Alexis Petroff’s sometimes showy, sometimes spare mixed-medium sculptures can be playful wall-size constructions with a theatrical flair or smaller pieces with a delicate, even fragile, simplicity. Both belong to his seven-year-long “Floating Drawing” series, 12 examples of which appeared in this compact solo show. Born in France, Petroff came to the School of the Art Institute of Chicago to study in 1985, and he has remained in the city. His basic building blocks consist of molded paper forms—boxes and gouache-painted tubes (the latter emanating from a multistep process that begins with wet paper strips being wrapped around rope)—along with suspended translucent muslin and silk panels. All are held together with fastidiously bent and tied wires.
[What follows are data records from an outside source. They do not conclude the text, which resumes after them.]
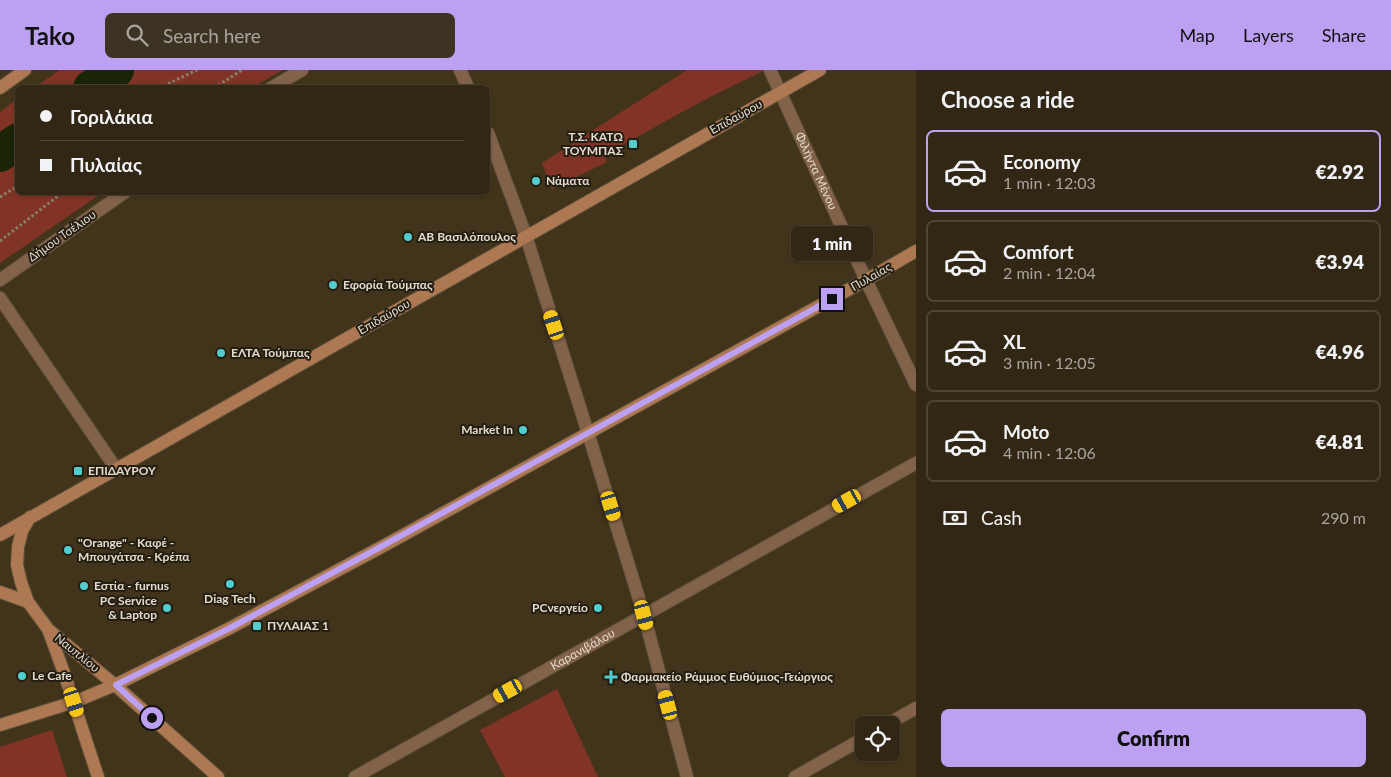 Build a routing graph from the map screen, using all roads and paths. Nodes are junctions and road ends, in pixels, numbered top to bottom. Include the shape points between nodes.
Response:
1 (25, 70) edge
2 (197, 70) edge
3 (242, 70) edge
4 (302, 70) edge
5 (460, 70) edge
6 (770, 70) edge
7 (820, 70) edge
8 (165, 85) edge
9 (219, 85) edge
10 (276, 85) edge
11 (467, 85) edge
12 (0, 88) edge
13 (780, 93) junction
14 (490, 138) edge
15 (15, 188) edge
16 (60, 195) edge
17 (121, 195) edge
18 (0, 197) edge
19 (526, 236) junction
20 (0, 241) edge
21 (916, 251) edge
22 (0, 280) edge
23 (866, 280) junction
24 (0, 298) edge
25 (916, 385) edge
26 (588, 433) junction
27 (916, 462) edge
28 (117, 470) junction
29 (30, 517) junction
30 (0, 534) edge
31 (0, 592) edge
32 (28, 602) junction
33 (644, 615) junction
34 (48, 629) junction
35 (116, 685) junction
36 (74, 702) junction
37 (916, 708) edge
38 (900, 717) edge
39 (0, 726) edge
40 (855, 743) edge
41 (98, 777) edge
42 (218, 777) edge
43 (355, 777) edge
44 (686, 777) edge
45 (795, 777) edge

1 - 12 street
2 - 8 path
3 - 9 path
4 - 10 street
5 - 11 street
6 - 13 street, Φιλήντα Μένου
7 - 13 street, Επιδαύρου
13 - 19 street, Επιδαύρου
13 - 23 street, Φιλήντα Μένου
14 - 19 street
15 - 18 path
16 - 20 path
17 - 22 street, Δήμου Τσέλιου
19 - 26 street
19 - 28 street, Επιδαύρου
21 - 23 street, Πυλαίας
23 - 25 street, Φιλήντα Μένου
23 - 26 street, Πυλαίας
24 - 28 street
26 - 33 street
26 - 35 street, Πυλαίας via 230,628
27 - 33 street, Καρανιβάλου
28 - 29 street, Επιδαύρου
29 - 30 street, Επιδαύρου
29 - 32 street via 22,531 17,556 18,574
31 - 32 street
32 - 34 street
33 - 43 street, Καρανιβάλου
33 - 44 street
34 - 35 street, Ναυπλίου
34 - 36 street
35 - 36 street, Πυλαίας
35 - 42 street, Ναυπλίου
36 - 39 street, Πυλαίας
36 - 41 street
37 - 38 street
40 - 45 street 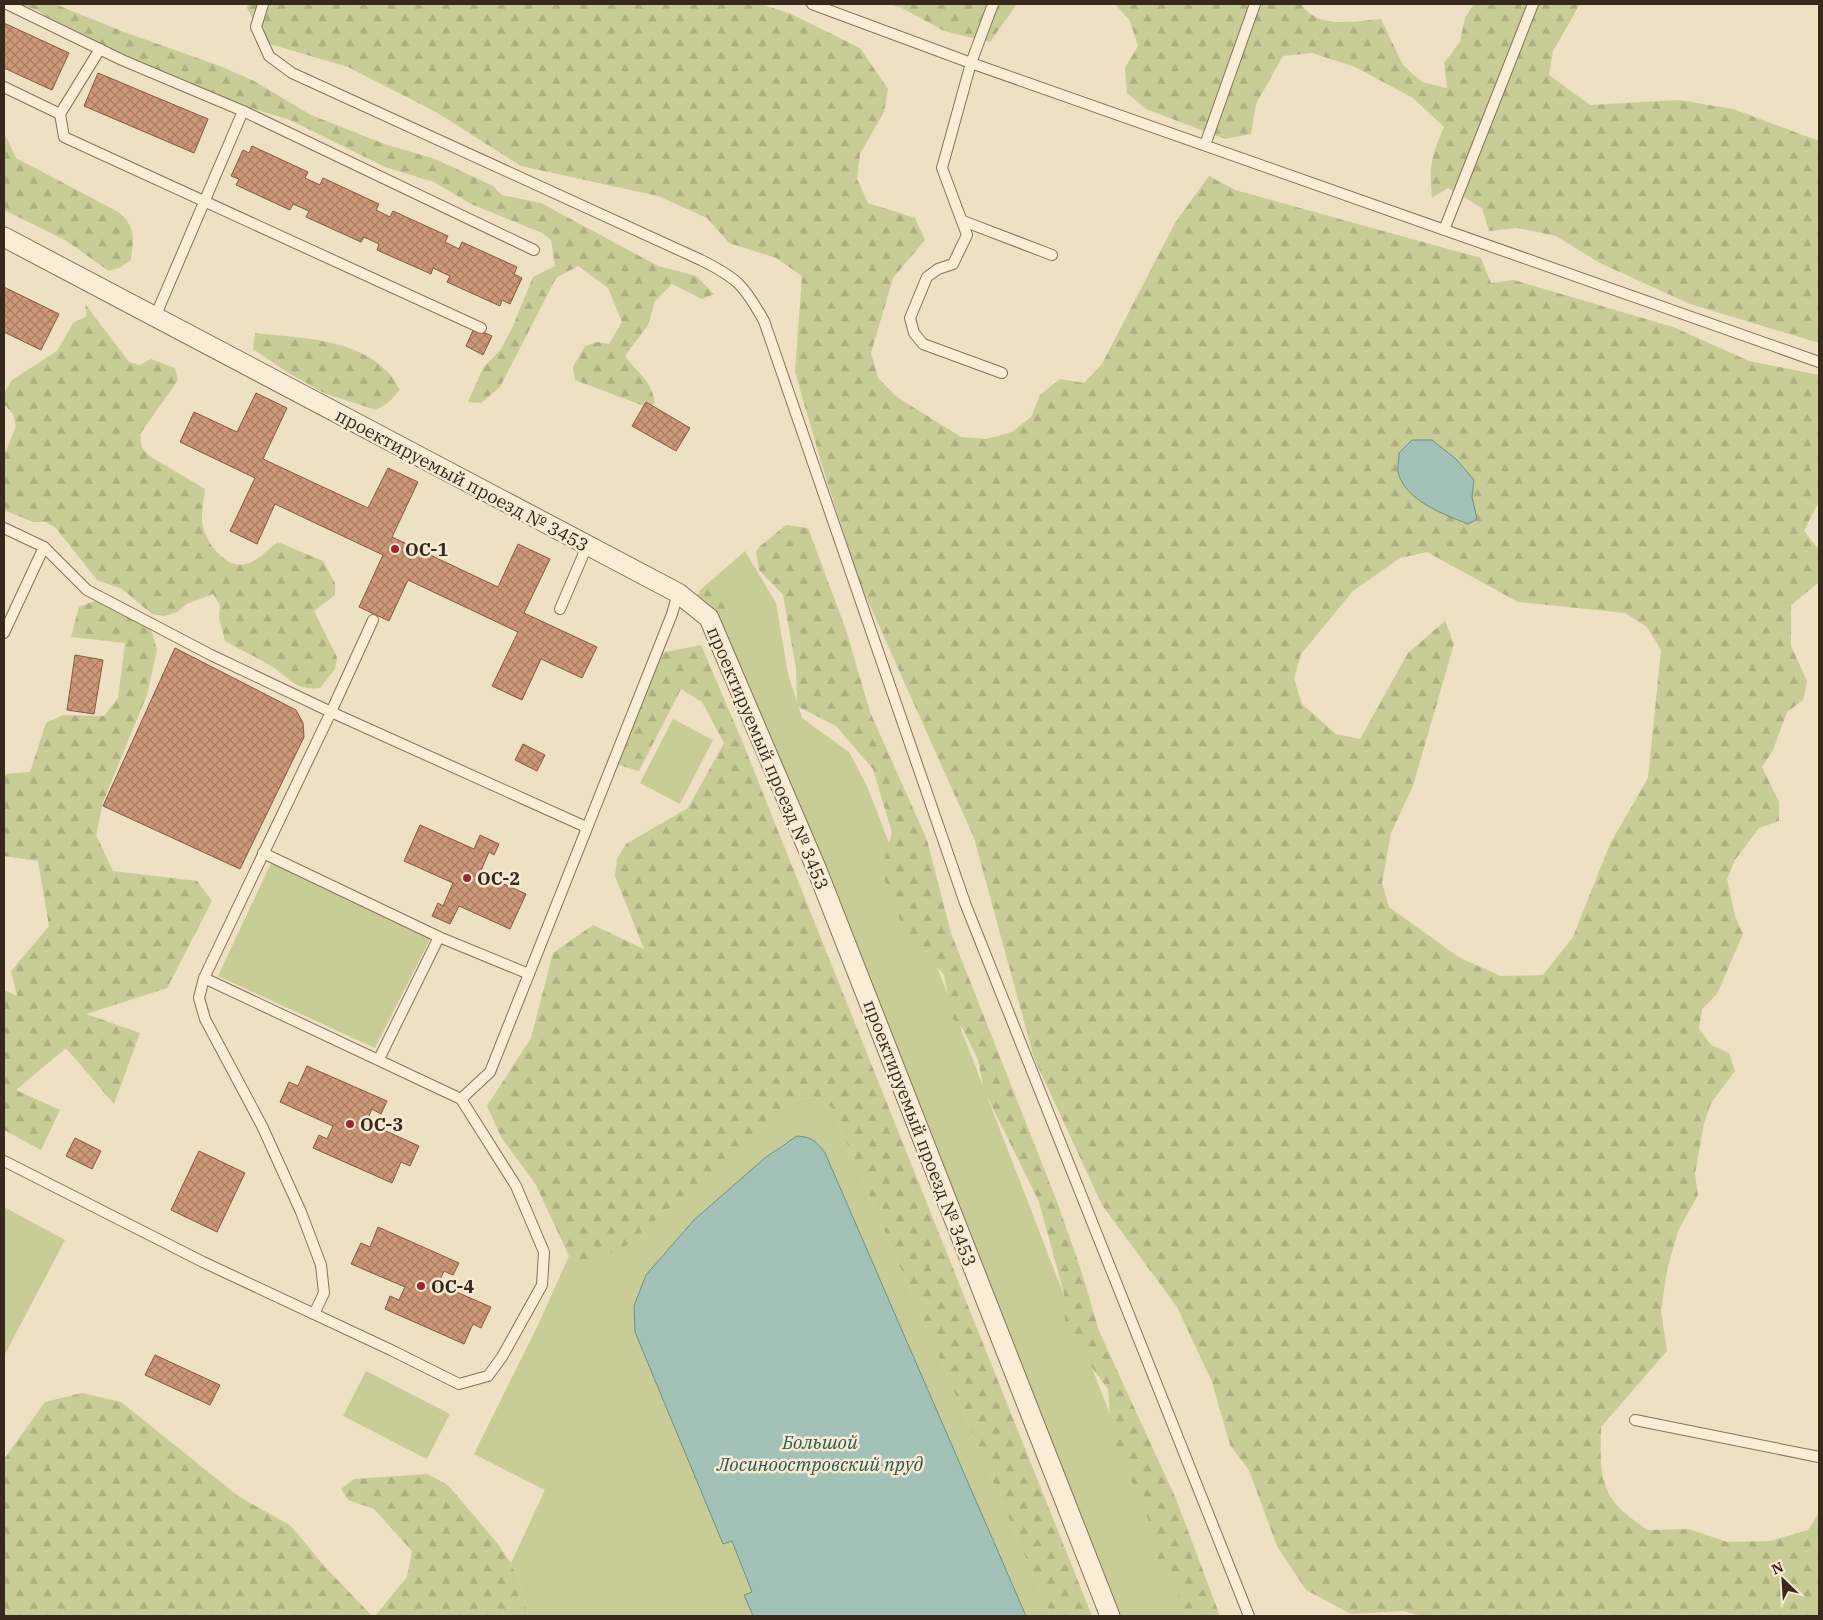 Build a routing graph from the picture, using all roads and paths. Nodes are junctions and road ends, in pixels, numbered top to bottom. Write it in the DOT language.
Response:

Though not revolutionary, the abstract wall works on view—each titled Floating Drawing, followed by a number—offered a wrinkle on artists’ longstanding efforts to blur the distinction between painting and sculpture. In the larger pieces, such as No. 1 (63 by 96 by 12 inches), Petroff creates an open curtain of loosely interconnected, multicolored sculptural lines and forms that hang from a rod 7 inches from the wall. Such elements appear to float in space, presumably giving rise to the series title. No. 4 features a muslin backdrop with appliquéd silk abstract shapes that echo those in the exuberant three-dimensional composition hanging in front. The three suspended layers in No. 2 (65 by 96 by 12 inches) function much like the rows of scenic drops on a theatrical stage, giving this semi-abstracted landscape a sense of both real and illusionistic depth. A blue-and-white scrim suggesting clouds hangs behind the front curtain of 3-D flora and branchlike forms; behind is a back layer of other three-dimensional forms.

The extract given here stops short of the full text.